The Modern World Defines Time
The mechanical revolution and modern technology changed all of that. The next substantial change in measuring time came with the invention of the railroad. Up until this time, every location set their clocks based upon when the sun was high overhead. One would pay attention to when noon occurred and then set watches and clocks to match. This worked fine because everyone in each locale was on the same time, and travel was slow enough that you could adjust as you went. With the creation of the railroad, suddenly things needed to be coordinated across the continent. To have trains scheduled by the countless local times would create chaos and potentially even cause catastrophic collisions.
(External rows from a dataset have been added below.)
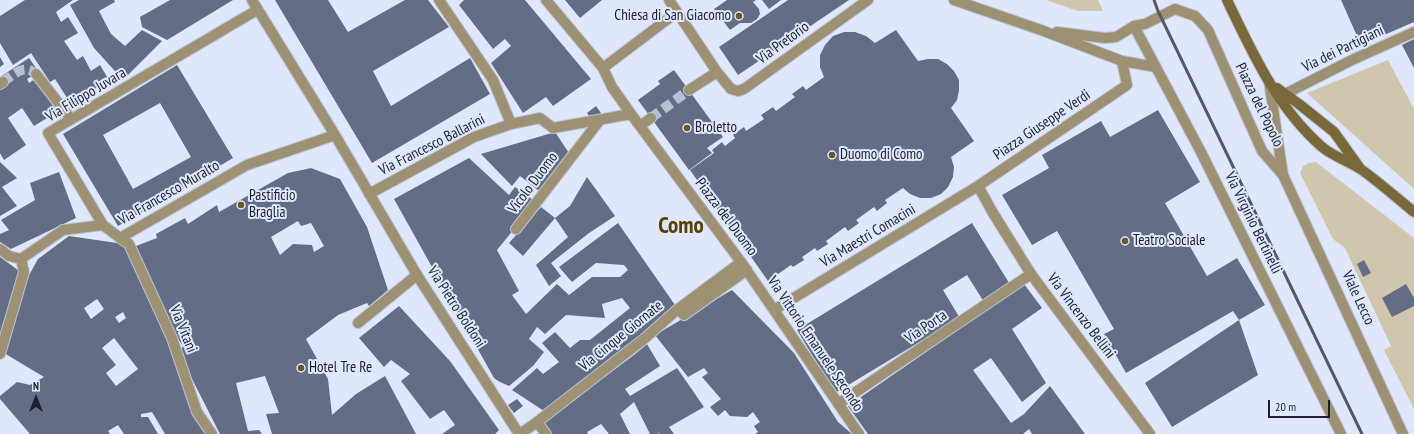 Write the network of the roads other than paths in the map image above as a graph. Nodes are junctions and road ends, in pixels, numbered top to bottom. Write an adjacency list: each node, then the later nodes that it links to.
1 (252, 0): 9 (street, Via Pietro Boldoni)
2 (439, 0): 26 (street)
3 (546, 0): 16 (street, Piazza del Duomo)
4 (669, 0): 10 (street)
5 (868, 0): 17 (street, Via Pretorio)
6 (954, 0): 12 (street)
7 (1227, 0): 19 (main road, Piazza del Popolo)
8 (1176, 4): 11 (street); 30 (street, Piazza del Popolo)
9 (257, 10): 24 (street, Via Filippo Juvara); 28 (street, Via Pietro Boldoni)
10 (677, 12): 16 (street); 17 (street)
11 (1134, 26): 12 (street); 15 (street, Via Virginio Bertinelli)
12 (1041, 30): 14 (street)
13 (1414, 32): 21 (street, Via dei Partigiani)
14 (1122, 61): 15 (street); 31 (street, Piazza Giuseppe Verdi)
15 (1156, 67): 52 (street, Via Virginio Bertinelli)
16 (603, 68): 22 (street, Piazza del Duomo)
17 (717, 72): 20 (street)
18 (36, 74): 24 (street)
19 (1269, 82): 21 (main road); 29 (main road); 30 (street, Piazza del Popolo)
20 (689, 90)
21 (1285, 94): 29 (main road)
22 (631, 114): 25 (street); 27 (street, Piazza del Duomo)
23 (651, 118): 27 (street)
24 (72, 119): 34 (street, Via Filippo Juvara)
25 (600, 120): 26 (street, Via Francesco Ballarini); 35 (street, Vicolo Duomo)
26 (510, 124): 32 (street, Via Francesco Ballarini)
27 (640, 126): 39 (street, Piazza del Duomo)
28 (335, 135): 32 (street, Via Pietro Boldoni); 36 (street, Via Francesco Muralto)
29 (1360, 169): 33 (main road)
30 (1283, 175): 53 (street, Viale Lecco)
31 (978, 186): 40 (street, Via Vincenzo Bellini); 42 (street, Via Maestri Comacini)
32 (369, 194): 41 (street, Via Pietro Boldoni)
33 (1414, 212)
34 (103, 225): 36 (street, Via Francesco Muralto); 38 (street, Via Francesco Muralto)
35 (516, 229)
36 (120, 238): 47 (street, Via Vitani)
37 (0, 249): 38 (street)
38 (21, 259): 44 (street)
39 (744, 266): 42 (street, Via Vittorio Emanuele Secondo); 46 (street, Via Cinque Giornate)
40 (1031, 274): 45 (street, Via Porta); 51 (street, Via Vincenzo Bellini)
41 (417, 275): 43 (street); 48 (street, Via Pietro Boldoni)
42 (774, 310): 45 (street, Via Vittorio Emanuele Secondo)
43 (358, 324)
44 (0, 354)
45 (838, 404): 50 (street, Via Vittorio Emanuele Secondo)
46 (537, 422): 48 (street, Via Cinque Giornate); 49 (street)
47 (212, 434)
48 (519, 434)
49 (546, 434)
50 (859, 434)
51 (1150, 434)
52 (1341, 434)
53 (1404, 434) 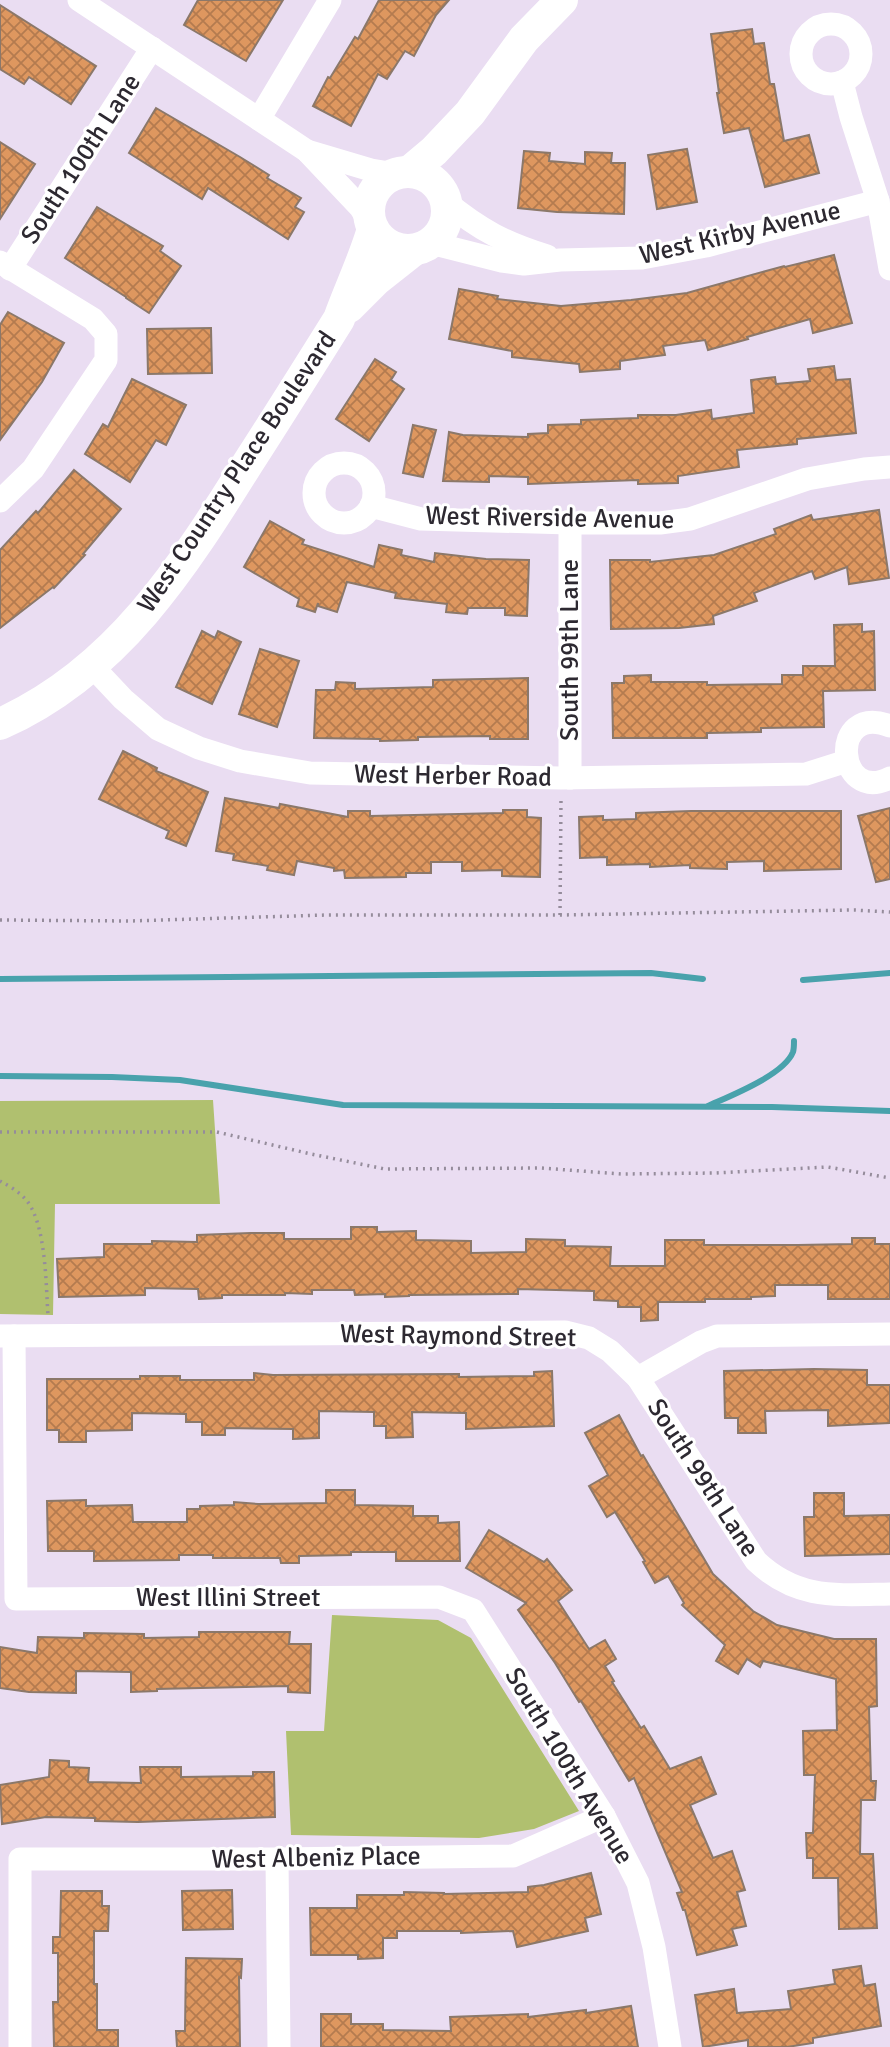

In 1883, the railroads divided North America into four time zones, with each zone exactly an hour off from the two on either side of it. These zones were still based upon the sun, but now noon was where the sun was high overhead at the center of the time zone and the rest of the time zone adjusted to match that time. Eventually, the world was divided into the 24 time zones that we have today.
It was not until WWI that the first attempts were made to create daylight saving time with the hopes of reducing energy consumption. This was tried on and off until we got to where we are today.
Why Standard Time is Better
It seems to me that the creation of daylight saving time is something that distances us from God’s creation as we try to create our own approach to time. Yes, we now have the technology to create light during the night such that we could choose to arrange our days and nights in any manner. However, this also separates us from creation, including the sun.
I have heard that when the first time zones were instituted, some pastors decreed that it was blasphemous because it was saying that we choose when noon is, rather than using the sun which God created. I would not go that far; the coordination of life that time zones allow is a good thing. However, we should acknowledge that even that move was a move to separate ourselves from creation. But that is relatively minor compared to arbitrarily saying that the sun should be at “high one.”
We need to work to find the balance that allows us to both make use of the gifts of technology that God has given us while still admitting that we are His creatures and a part of creation. It seems to me that if you want more daylight in the evening, there is nothing wrong with starting work an hour earlier. However, when we call something that which it is not, we are on dangerous ground. So, it seems that the best approach is to call noon, noon and set our clocks, at least regionally, by that. Then we can adjust how much we do before and after that.
Some evidence shows that this approach is healthier. In 1974 the US briefly experimented with year-round daylight saving time, but it was found that it caused issues, including in Florida where eight children died in traffic accidents in early morning crashes in January of that year. Due to the general outcry, the idea was dropped in 1975. Later daylight seems to work with long summer days but not with short winter days. It seems that no matter how many alarm clocks and electric lights we use, our circadian rhythms still work best by the sun.
It is almost like that is how we were created.
[1] Daniel J. Boorstin, The Discoverers: A History of Man’s Search to Know His World and Himself (New York: Random House, 1983), 39.